Effect of Shenxiong Injection on the expression of X-box binding protein 1 of endoplasmic reticulum stress following cerebral ischemia-reperfusion injury in rats
10.3760/cma.j.issn.1673-4165.2009.11.005
- VernacularTitle:参芎注射液对大鼠脑缺血再灌注后内质网应激相关分子X盒结合蛋白1表达的影响
- Author:
Zhibo ZHANG
;
Lu TANG
;
Xu PENG
- Publication Type:Journal Article
- Keywords:
cerebral ischemia;
reperfusion injury;
endoplasmic reticulum;
DNA-binding proteins;
shenxiong injection;
rats
- From:
International Journal of Cerebrovascular Diseases
2009;17(11):844-848
- CountryChina
- Language:Chinese
-
Abstract:
Objective To observe the effect of Shenxiong injection on the changes of brain X-box binding protein 1 (XBP1) gene expression following cerebral ischemia-reperfusion in rats and to investigate its neuroprotective effect and mechanisms. Methods One hundred forty-four male SD rats were randomly assigned to sham-operation, saline control and Shenxiong groups. A rat model of middle cerebral artery occlusion was induced using the suture method. Shenxiong injection 33.3 ml/kg was injected intraperitoneally during the reperfusion in the Shenxiong group. The same volume of saline was injected intraperitoneally in the saline control group.

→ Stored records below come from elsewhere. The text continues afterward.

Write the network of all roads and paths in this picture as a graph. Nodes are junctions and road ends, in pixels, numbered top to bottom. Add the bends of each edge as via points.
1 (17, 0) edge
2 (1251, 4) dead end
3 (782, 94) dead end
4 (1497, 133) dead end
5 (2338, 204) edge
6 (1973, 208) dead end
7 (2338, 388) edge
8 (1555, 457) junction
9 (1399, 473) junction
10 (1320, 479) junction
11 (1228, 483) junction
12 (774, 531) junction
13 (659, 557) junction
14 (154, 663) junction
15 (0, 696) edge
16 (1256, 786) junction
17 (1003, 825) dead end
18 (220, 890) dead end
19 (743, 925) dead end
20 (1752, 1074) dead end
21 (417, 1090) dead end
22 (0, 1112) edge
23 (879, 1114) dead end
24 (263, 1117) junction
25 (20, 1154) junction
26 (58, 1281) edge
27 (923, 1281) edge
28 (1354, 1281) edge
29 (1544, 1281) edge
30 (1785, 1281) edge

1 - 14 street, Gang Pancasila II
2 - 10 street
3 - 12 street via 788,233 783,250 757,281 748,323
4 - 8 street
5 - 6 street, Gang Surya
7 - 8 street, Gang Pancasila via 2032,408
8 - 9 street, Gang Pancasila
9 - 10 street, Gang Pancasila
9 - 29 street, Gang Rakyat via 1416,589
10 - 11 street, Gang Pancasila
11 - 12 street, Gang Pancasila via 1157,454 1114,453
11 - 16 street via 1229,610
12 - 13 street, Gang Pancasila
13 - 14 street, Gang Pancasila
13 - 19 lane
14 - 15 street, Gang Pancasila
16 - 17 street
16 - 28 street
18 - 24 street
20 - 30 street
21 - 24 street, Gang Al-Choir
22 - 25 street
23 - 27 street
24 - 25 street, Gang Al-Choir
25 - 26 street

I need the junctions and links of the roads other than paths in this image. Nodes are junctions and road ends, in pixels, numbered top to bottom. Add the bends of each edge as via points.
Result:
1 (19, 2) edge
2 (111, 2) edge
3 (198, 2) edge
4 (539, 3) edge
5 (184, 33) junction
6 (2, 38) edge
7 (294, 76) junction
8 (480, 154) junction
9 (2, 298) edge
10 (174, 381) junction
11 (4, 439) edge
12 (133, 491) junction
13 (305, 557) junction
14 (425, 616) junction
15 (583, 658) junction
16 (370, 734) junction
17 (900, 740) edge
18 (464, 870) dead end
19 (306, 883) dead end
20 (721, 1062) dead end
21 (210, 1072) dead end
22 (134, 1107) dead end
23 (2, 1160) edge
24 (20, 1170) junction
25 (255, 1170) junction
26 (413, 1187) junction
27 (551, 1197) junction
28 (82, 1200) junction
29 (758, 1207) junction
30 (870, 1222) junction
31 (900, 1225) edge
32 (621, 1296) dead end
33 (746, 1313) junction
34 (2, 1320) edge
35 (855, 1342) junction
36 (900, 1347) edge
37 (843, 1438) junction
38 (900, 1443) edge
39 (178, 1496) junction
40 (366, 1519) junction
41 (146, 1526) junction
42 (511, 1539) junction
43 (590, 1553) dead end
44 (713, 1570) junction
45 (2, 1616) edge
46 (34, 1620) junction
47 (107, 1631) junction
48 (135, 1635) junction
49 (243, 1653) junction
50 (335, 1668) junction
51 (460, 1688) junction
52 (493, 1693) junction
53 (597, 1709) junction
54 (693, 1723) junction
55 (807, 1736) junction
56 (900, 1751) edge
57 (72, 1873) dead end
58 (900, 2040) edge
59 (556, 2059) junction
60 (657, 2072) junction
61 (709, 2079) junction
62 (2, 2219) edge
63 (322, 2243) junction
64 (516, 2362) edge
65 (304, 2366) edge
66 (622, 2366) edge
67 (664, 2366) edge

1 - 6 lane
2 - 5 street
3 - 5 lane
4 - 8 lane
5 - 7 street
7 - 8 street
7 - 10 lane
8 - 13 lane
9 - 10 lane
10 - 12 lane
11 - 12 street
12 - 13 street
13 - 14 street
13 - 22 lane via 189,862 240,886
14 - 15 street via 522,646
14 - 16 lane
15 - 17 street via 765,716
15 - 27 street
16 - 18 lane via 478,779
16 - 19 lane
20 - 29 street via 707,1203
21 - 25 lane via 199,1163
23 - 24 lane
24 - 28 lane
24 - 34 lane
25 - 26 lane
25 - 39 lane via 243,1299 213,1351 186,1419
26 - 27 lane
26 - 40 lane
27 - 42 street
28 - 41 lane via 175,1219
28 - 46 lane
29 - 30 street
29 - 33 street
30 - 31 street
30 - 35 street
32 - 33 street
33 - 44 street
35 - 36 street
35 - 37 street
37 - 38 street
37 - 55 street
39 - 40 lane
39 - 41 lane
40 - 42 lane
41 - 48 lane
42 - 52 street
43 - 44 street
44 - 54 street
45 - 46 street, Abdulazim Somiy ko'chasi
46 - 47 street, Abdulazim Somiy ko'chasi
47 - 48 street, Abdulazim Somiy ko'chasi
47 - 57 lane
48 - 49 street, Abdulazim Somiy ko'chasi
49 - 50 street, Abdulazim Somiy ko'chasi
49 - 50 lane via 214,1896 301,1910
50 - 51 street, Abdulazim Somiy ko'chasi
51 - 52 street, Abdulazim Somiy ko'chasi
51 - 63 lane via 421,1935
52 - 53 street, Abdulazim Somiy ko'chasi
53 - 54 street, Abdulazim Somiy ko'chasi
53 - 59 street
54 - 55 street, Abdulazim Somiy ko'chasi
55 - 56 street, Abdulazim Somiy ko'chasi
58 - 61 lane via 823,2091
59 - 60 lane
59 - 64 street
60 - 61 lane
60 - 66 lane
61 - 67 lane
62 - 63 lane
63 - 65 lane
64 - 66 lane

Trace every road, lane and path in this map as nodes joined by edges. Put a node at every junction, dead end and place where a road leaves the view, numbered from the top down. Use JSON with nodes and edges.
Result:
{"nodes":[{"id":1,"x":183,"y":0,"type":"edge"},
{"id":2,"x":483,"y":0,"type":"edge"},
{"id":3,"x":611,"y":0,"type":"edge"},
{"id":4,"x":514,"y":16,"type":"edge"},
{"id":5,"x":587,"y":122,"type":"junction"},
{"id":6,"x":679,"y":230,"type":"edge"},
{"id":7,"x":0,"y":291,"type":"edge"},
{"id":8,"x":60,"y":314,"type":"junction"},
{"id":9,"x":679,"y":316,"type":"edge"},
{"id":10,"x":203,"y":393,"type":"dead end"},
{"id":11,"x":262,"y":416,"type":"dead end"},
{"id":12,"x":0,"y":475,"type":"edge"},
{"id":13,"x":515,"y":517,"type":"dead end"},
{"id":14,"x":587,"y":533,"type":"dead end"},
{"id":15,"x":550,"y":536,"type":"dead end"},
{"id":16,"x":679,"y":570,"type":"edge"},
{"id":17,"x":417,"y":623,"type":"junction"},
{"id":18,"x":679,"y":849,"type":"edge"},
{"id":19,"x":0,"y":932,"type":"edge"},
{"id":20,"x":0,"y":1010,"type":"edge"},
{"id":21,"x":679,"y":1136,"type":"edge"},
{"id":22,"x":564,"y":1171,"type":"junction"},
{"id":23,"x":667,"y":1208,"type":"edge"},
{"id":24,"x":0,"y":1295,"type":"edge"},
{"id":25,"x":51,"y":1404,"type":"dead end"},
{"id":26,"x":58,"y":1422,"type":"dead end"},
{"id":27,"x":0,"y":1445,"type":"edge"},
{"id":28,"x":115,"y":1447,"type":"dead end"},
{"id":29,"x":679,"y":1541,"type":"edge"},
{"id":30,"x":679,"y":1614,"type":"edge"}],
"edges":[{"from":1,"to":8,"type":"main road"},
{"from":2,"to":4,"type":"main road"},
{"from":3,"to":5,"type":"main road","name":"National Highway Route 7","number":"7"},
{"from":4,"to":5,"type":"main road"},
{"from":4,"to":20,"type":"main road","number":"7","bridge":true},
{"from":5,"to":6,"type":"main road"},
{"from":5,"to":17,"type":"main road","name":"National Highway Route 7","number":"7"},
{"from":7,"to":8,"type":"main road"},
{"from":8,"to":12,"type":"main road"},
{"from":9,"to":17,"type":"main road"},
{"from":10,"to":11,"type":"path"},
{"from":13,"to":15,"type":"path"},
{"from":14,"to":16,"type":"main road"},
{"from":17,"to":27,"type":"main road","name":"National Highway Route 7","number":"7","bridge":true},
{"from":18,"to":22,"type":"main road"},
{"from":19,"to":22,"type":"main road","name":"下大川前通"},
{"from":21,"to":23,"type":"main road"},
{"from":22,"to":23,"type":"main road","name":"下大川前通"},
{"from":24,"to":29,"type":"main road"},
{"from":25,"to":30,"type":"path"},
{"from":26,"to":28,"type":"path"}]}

The animals were sacrificed at 6, 12, 24, and 72 hours after the reperfusion.Meanwhile, immunohistochemical staining and reverse transcription-polymerase chain reaction (RT-PCR) were used respectively to detect the expressions of XBP1 protein and mRNA in the cerebral ischemic areas. TUNEL was used to detect neuronal apoptosis. Results The levels of XBP1 protein and mRNA increased after the reperfusion, and it reached the peak at 12 hours; both the numbers of apoptotic cells and neurological scores in the Shenxiong group were lower than those in the saline control group at 6, 12, 24, and 72 hours after the reperfusion (all P <0.01); the levels of XBP1 and mRNA at 6, 12, and 24 hours after the reperfusion were alsosignificantly lower than those in the saline control group (all P < 0.01). Conclusions Shenxiong injection may have certain inhibition on the endoplasmic reticulum stress activated XBP1 pathway induced by cerebral ischemia-reperfusion.